The nationwide average price of regular gas over the weekend rose to $3.08 a gallon while crude-oil prices have surged to more than $90 a barrel — levels seen in only one previous winter, in 2007-08. Gasoline prices then ran up dramatically in the 2008 spring-summer driving season and reached an all-time high of more than $4, prompting public outrage and demands that the government open offshore drilling for the first time in 30 years.
But despite the threat of much higher gas prices again this summer, the momentum for increased drilling has been effectively snuffed out by the disastrous Macondo oil spill in the Gulf of Mexico last year.
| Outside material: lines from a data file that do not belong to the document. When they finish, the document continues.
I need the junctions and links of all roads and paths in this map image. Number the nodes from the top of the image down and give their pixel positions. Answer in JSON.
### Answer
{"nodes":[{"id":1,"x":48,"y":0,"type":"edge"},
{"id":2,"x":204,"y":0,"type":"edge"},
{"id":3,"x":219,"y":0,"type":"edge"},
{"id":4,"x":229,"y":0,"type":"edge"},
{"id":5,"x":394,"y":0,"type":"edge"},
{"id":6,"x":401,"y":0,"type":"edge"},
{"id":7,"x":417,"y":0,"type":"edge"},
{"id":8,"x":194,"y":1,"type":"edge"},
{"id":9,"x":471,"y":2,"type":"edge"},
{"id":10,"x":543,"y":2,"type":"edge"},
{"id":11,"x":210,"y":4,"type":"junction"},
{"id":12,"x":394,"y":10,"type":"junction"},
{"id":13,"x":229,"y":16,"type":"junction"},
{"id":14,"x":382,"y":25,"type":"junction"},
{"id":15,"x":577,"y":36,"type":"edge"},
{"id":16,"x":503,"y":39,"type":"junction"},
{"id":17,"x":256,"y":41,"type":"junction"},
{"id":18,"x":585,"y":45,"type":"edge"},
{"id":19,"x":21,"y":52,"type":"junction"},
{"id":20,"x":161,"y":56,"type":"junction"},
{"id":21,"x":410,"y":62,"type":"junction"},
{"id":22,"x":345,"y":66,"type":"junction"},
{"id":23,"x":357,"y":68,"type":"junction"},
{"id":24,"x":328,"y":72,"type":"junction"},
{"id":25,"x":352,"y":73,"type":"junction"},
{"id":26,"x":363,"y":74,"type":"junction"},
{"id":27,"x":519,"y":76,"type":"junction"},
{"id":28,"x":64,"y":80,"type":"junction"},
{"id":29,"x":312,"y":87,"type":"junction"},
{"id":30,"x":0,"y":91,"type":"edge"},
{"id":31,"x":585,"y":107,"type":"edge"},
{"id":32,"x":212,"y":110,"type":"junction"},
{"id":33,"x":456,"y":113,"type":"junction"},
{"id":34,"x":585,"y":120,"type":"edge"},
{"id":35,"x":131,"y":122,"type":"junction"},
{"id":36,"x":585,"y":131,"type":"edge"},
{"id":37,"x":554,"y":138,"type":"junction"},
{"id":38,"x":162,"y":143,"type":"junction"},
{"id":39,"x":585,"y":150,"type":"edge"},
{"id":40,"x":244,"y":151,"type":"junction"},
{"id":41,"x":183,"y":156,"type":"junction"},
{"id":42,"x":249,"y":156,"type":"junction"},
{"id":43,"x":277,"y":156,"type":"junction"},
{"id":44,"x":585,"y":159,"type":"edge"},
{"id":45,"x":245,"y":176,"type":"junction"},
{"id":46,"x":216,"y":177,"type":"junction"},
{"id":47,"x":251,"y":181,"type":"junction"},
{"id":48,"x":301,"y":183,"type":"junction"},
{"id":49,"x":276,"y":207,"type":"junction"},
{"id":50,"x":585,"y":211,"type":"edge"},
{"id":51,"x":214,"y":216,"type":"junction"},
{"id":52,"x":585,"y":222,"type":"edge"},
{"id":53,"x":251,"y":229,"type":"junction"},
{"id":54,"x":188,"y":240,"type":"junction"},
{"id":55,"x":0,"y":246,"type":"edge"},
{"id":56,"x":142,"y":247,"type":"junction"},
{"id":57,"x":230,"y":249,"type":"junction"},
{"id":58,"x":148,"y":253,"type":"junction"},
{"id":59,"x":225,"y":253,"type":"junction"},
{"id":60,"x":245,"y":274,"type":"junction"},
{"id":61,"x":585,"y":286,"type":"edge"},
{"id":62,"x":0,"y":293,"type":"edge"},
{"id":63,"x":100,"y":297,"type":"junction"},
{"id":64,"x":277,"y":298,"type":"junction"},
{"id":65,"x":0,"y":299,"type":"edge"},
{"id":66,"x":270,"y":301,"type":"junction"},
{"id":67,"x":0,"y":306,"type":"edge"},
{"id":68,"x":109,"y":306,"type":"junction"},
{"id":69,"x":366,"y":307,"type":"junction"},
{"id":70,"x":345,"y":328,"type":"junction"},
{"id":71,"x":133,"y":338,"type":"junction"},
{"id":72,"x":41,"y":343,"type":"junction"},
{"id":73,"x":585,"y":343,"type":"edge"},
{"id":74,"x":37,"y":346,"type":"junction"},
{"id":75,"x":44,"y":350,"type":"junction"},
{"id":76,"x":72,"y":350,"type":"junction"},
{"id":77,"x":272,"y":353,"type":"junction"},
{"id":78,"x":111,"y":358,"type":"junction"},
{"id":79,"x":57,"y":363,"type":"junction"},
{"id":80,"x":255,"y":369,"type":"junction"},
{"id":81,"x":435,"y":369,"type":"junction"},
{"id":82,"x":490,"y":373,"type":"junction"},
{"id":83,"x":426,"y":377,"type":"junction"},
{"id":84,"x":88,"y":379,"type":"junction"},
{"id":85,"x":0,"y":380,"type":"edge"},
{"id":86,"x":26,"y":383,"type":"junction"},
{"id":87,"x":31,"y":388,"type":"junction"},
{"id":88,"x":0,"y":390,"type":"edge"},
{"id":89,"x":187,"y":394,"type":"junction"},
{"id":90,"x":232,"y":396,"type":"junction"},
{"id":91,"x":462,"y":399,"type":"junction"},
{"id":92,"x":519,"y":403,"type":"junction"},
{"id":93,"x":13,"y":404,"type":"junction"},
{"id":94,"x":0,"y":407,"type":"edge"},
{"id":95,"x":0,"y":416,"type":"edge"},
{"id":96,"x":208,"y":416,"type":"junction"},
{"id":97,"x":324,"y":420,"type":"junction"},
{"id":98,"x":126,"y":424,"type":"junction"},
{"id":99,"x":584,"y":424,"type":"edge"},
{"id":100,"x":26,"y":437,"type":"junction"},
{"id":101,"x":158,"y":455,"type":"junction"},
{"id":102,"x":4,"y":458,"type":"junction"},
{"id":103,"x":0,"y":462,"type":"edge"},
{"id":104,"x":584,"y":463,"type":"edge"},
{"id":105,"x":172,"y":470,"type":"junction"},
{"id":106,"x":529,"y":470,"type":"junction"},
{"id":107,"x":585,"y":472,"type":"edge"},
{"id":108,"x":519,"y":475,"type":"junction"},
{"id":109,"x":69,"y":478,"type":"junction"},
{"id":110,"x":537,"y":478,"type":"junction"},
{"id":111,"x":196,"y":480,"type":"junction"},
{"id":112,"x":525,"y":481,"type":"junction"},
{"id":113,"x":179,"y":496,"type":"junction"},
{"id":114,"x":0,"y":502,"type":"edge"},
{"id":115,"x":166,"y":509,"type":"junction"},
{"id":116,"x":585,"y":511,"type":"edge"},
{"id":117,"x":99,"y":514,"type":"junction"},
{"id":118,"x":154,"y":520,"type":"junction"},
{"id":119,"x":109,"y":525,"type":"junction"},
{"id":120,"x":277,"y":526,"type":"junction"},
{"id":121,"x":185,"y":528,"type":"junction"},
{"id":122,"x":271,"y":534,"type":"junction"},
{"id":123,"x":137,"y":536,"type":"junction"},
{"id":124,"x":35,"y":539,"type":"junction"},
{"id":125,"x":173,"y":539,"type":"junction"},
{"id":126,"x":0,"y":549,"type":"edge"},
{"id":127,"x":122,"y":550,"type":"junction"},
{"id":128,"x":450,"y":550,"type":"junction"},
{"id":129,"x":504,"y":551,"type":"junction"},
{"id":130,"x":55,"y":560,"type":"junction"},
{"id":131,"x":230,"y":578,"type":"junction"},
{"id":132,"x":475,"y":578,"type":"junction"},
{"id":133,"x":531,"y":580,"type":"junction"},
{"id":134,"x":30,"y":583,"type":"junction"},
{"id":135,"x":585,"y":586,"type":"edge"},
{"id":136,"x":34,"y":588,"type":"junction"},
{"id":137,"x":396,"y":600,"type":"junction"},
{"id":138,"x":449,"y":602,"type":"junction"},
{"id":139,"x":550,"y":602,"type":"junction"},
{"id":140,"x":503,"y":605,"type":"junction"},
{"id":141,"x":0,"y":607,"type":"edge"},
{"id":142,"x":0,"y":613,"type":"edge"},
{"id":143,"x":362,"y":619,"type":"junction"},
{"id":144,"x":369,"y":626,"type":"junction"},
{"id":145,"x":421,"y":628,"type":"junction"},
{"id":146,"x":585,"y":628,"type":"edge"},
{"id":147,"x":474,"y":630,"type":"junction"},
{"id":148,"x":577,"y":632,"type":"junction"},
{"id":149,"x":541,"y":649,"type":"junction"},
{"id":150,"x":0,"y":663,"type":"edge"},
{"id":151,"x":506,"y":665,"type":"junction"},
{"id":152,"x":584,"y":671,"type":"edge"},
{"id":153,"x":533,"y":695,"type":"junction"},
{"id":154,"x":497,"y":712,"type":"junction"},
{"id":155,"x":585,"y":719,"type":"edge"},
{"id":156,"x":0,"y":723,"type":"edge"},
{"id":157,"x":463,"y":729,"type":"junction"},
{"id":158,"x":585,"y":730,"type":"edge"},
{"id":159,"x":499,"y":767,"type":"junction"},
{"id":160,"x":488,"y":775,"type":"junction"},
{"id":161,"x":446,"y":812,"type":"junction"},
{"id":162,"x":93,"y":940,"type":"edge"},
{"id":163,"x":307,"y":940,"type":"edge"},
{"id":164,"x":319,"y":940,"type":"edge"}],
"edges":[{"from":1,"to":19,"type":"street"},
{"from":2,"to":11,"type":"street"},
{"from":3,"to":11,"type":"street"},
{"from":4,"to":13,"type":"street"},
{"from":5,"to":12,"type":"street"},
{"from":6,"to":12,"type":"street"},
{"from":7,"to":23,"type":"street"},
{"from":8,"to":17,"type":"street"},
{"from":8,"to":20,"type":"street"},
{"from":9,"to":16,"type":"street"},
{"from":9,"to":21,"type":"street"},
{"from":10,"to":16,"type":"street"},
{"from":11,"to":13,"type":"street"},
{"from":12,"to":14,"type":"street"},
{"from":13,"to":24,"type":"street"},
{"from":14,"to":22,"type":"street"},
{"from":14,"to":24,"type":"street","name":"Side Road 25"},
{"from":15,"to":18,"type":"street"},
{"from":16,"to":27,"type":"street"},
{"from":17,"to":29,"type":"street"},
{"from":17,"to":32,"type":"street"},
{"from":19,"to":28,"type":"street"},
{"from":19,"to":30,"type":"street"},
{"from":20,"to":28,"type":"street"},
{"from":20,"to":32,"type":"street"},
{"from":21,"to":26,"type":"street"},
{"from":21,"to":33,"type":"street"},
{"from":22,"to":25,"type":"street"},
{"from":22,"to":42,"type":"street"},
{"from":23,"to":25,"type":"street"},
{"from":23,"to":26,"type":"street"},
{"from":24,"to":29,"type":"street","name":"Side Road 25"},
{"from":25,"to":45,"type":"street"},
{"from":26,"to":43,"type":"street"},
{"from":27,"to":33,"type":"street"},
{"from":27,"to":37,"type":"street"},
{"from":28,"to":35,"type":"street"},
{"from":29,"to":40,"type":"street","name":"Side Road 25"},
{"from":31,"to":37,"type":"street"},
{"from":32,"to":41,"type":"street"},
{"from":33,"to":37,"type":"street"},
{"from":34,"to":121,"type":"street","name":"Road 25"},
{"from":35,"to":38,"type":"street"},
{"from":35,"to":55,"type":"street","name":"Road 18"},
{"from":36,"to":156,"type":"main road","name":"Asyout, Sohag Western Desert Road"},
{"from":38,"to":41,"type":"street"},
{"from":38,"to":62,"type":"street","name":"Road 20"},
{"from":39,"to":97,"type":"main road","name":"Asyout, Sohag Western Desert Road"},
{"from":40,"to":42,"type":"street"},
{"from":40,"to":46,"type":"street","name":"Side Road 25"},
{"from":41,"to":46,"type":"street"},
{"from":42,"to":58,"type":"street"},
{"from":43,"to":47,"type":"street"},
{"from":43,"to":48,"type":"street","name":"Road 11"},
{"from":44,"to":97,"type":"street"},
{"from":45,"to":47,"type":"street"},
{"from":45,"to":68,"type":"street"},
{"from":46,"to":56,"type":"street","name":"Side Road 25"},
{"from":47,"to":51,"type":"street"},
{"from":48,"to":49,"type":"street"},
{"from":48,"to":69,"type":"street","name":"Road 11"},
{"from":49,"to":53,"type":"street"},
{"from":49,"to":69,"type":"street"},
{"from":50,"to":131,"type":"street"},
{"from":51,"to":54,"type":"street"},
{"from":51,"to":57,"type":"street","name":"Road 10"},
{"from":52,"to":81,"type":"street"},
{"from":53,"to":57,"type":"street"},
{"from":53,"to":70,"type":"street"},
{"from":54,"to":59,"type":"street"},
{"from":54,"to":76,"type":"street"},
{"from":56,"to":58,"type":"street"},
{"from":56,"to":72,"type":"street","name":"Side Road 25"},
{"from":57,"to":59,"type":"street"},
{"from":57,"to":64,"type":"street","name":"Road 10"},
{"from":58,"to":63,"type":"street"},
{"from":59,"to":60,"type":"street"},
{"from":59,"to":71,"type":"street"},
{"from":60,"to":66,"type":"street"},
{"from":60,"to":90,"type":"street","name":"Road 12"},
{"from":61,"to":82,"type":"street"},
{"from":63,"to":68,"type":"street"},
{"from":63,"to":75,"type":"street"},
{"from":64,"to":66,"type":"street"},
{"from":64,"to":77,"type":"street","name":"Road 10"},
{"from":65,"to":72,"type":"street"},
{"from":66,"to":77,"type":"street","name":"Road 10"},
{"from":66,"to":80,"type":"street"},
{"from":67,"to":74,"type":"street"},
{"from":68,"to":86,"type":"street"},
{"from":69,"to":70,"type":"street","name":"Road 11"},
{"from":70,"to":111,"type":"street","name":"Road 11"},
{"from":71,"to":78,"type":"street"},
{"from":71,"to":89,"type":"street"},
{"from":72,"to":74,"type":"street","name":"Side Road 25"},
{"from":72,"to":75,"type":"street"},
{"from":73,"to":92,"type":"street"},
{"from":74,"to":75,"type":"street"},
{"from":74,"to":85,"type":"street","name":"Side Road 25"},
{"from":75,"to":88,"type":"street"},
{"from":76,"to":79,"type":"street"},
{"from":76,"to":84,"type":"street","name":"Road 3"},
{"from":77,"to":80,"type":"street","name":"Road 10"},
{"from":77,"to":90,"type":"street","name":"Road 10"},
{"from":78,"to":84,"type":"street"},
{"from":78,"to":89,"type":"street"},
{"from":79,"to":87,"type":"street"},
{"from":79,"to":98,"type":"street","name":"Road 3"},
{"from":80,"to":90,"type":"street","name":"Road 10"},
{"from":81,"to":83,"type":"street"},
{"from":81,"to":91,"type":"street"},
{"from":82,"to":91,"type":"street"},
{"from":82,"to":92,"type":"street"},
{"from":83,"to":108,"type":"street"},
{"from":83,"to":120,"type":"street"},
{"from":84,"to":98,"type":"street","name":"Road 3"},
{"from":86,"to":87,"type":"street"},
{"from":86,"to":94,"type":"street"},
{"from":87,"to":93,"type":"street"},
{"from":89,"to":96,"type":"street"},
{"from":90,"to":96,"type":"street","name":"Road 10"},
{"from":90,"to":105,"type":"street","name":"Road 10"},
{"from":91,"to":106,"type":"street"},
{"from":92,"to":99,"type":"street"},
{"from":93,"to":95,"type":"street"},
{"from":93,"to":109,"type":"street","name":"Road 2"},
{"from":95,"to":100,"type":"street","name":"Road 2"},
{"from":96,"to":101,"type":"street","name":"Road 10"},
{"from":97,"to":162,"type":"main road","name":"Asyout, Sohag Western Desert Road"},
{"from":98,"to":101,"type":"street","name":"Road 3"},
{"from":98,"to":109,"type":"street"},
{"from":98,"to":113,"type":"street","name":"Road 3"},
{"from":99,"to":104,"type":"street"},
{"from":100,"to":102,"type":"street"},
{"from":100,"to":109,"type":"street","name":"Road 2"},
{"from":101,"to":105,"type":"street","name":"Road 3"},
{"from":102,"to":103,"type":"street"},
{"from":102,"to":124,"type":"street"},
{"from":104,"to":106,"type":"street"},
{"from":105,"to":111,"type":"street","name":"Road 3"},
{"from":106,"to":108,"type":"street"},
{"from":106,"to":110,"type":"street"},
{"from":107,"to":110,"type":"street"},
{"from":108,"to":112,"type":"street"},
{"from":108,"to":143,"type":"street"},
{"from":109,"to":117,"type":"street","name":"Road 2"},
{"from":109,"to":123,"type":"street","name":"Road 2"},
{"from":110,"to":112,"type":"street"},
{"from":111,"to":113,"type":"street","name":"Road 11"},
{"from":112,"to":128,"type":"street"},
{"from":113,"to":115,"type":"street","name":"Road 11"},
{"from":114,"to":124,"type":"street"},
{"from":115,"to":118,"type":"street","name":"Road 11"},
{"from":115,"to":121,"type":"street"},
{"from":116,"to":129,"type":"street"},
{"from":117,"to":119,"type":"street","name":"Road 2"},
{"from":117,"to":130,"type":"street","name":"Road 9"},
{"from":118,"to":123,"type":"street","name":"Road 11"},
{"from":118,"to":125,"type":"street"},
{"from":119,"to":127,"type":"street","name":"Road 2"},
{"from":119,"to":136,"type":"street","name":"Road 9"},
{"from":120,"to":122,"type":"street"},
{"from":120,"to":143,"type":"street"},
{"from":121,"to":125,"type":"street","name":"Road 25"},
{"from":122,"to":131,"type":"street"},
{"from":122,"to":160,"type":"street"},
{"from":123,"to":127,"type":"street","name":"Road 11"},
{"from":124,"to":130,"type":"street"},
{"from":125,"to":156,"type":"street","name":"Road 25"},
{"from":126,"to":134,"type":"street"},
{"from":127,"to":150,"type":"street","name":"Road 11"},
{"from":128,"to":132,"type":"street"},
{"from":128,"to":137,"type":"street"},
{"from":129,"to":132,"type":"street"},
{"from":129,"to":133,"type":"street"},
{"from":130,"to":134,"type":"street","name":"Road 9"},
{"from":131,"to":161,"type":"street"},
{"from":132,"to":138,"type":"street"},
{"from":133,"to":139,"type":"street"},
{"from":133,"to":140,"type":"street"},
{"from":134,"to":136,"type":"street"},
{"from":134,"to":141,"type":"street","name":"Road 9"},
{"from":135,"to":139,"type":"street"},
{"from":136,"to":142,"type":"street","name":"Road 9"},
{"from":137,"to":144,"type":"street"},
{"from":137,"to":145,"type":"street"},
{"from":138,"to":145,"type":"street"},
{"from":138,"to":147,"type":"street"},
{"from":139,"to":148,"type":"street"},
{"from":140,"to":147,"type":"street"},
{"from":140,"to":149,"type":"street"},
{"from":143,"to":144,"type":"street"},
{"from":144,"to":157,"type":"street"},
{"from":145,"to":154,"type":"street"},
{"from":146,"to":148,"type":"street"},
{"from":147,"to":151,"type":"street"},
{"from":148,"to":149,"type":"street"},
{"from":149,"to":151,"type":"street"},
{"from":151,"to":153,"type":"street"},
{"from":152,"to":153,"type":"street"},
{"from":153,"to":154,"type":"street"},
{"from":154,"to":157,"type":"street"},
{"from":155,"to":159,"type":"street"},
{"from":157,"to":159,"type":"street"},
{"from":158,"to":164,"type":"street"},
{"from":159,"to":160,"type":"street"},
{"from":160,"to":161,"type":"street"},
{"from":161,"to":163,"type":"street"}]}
The Obama administration has withdrawn most of its proposals to expand drilling off U.S. coasts and has imposed more layers of regulation that have stifled new development even in the well-pocked Gulf of Mexico.
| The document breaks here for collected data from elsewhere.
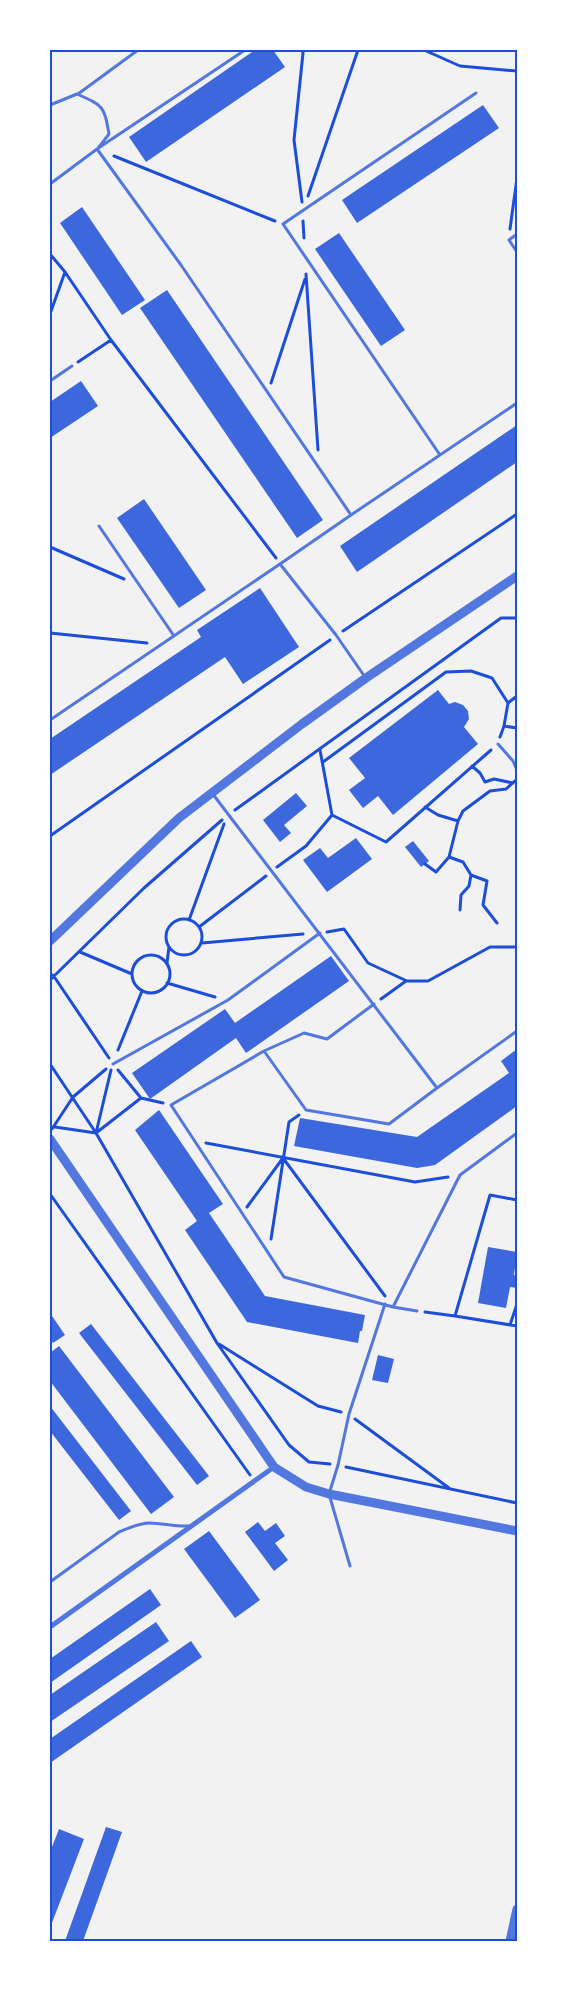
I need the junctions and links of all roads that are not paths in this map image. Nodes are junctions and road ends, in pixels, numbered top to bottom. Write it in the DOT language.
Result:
graph roads {
  1 [pos="138,50"];
  2 [pos="245,50"];
  3 [pos="476,93"];
  4 [pos="77,94"];
  5 [pos="50,105"];
  6 [pos="97,149"];
  7 [pos="50,184"];
  8 [pos="517,234"];
  9 [pos="517,252"];
  10 [pos="72,366"];
  11 [pos="50,381"];
  12 [pos="517,403"];
  13 [pos="440,455"];
  14 [pos="351,514"];
  15 [pos="99,526"];
  16 [pos="280,564"];
  17 [pos="517,576"];
  18 [pos="174,636"];
  19 [pos="366,678"];
  20 [pos="50,720"];
  21 [pos="498,744"];
  22 [pos="517,770"];
  23 [pos="212,793"];
  24 [pos="320,933"];
  25 [pos="50,941"];
  26 [pos="374,1004"];
  27 [pos="517,1031"];
  28 [pos="264,1051"];
  29 [pos="113,1064"];
  30 [pos="438,1088"];
  31 [pos="517,1133"];
  32 [pos="50,1138"];
  33 [pos="385,1304"];
  34 [pos="393,1307"];
  35 [pos="417,1311"];
  36 [pos="274,1467"];
  37 [pos="329,1494"];
  38 [pos="192,1526"];
  39 [pos="517,1531"];
  40 [pos="350,1566"];
  41 [pos="50,1582"];
  42 [pos="50,1627"];
  43 [pos="517,1909"];
  44 [pos="510,1941"];
  1 -- 4 [label="lane"];
  2 -- 6 [label="lane"];
  3 -- 13 [label="lane"];
  4 -- 5 [label="lane"];
  4 -- 6 [label="lane"];
  6 -- 7 [label="lane"];
  6 -- 14 [label="lane"];
  8 -- 9 [label="lane"];
  10 -- 11 [label="lane"];
  12 -- 13 [label="lane"];
  13 -- 14 [label="lane"];
  14 -- 16 [label="lane"];
  15 -- 18 [label="lane"];
  16 -- 18 [label="lane"];
  16 -- 19 [label="lane"];
  17 -- 19 [label="street"];
  18 -- 20 [label="lane"];
  19 -- 23 [label="street"];
  21 -- 22 [label="lane"];
  23 -- 24 [label="lane"];
  23 -- 25 [label="street"];
  24 -- 26 [label="lane"];
  24 -- 29 [label="lane"];
  26 -- 28 [label="lane"];
  26 -- 30 [label="lane"];
  27 -- 30 [label="lane"];
  28 -- 30 [label="lane"];
  28 -- 33 [label="lane"];
  31 -- 34 [label="lane"];
  32 -- 36 [label="street"];
  33 -- 34 [label="lane"];
  33 -- 37 [label="lane"];
  34 -- 35 [label="lane"];
  36 -- 37 [label="street"];
  36 -- 38 [label="street"];
  37 -- 39 [label="street"];
  37 -- 40 [label="lane"];
  38 -- 41 [label="lane"];
  38 -- 42 [label="street"];
  43 -- 44 [label="street"];
}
Tuesday’s report from a commission appointed by President Obama to investigate the oil spill blamed it on “complacency” within the industry and the government bureaucracy that regulates drilling, and mostly ratified the administration’s moves toward heavier regulation.
That prescription keeps the White House and most Democrats in Congress on a collision course with the oil industry and conservatives in the Republican-led House, who warn against regulatory overreaction and say it will lead to higher oil and gas prices.
David Holt, president of the Consumer Energy Alliance, an activist group pushing for more drilling, said the commission failed to help break the gridlock over the critical issue of dwindling energy supplies in the U.S.
“This commission had an opportunity, and some might even say a mandate, to move the current energy debate past politics and toward a reasonable consensus on the best and safest way to allow Americans continued access to the energy resources they own offshore,” he said.
But the recommendations for tighter regulation will have the effect of “shutting down” drilling, rather than enabling producers to access oil reserves in a safer way, he said.
“Consumers should be very concerned that the price of oil crossed the $90 threshold in the month of January,” said Richard Moskowitz, vice president of the American Trucking Associations, also expressing disappointment with the report. “Absent a rational change in domestic energy policy, we are concerned that the price of oil will continue to climb and have a dramatic and negative effect on our already struggling economy.”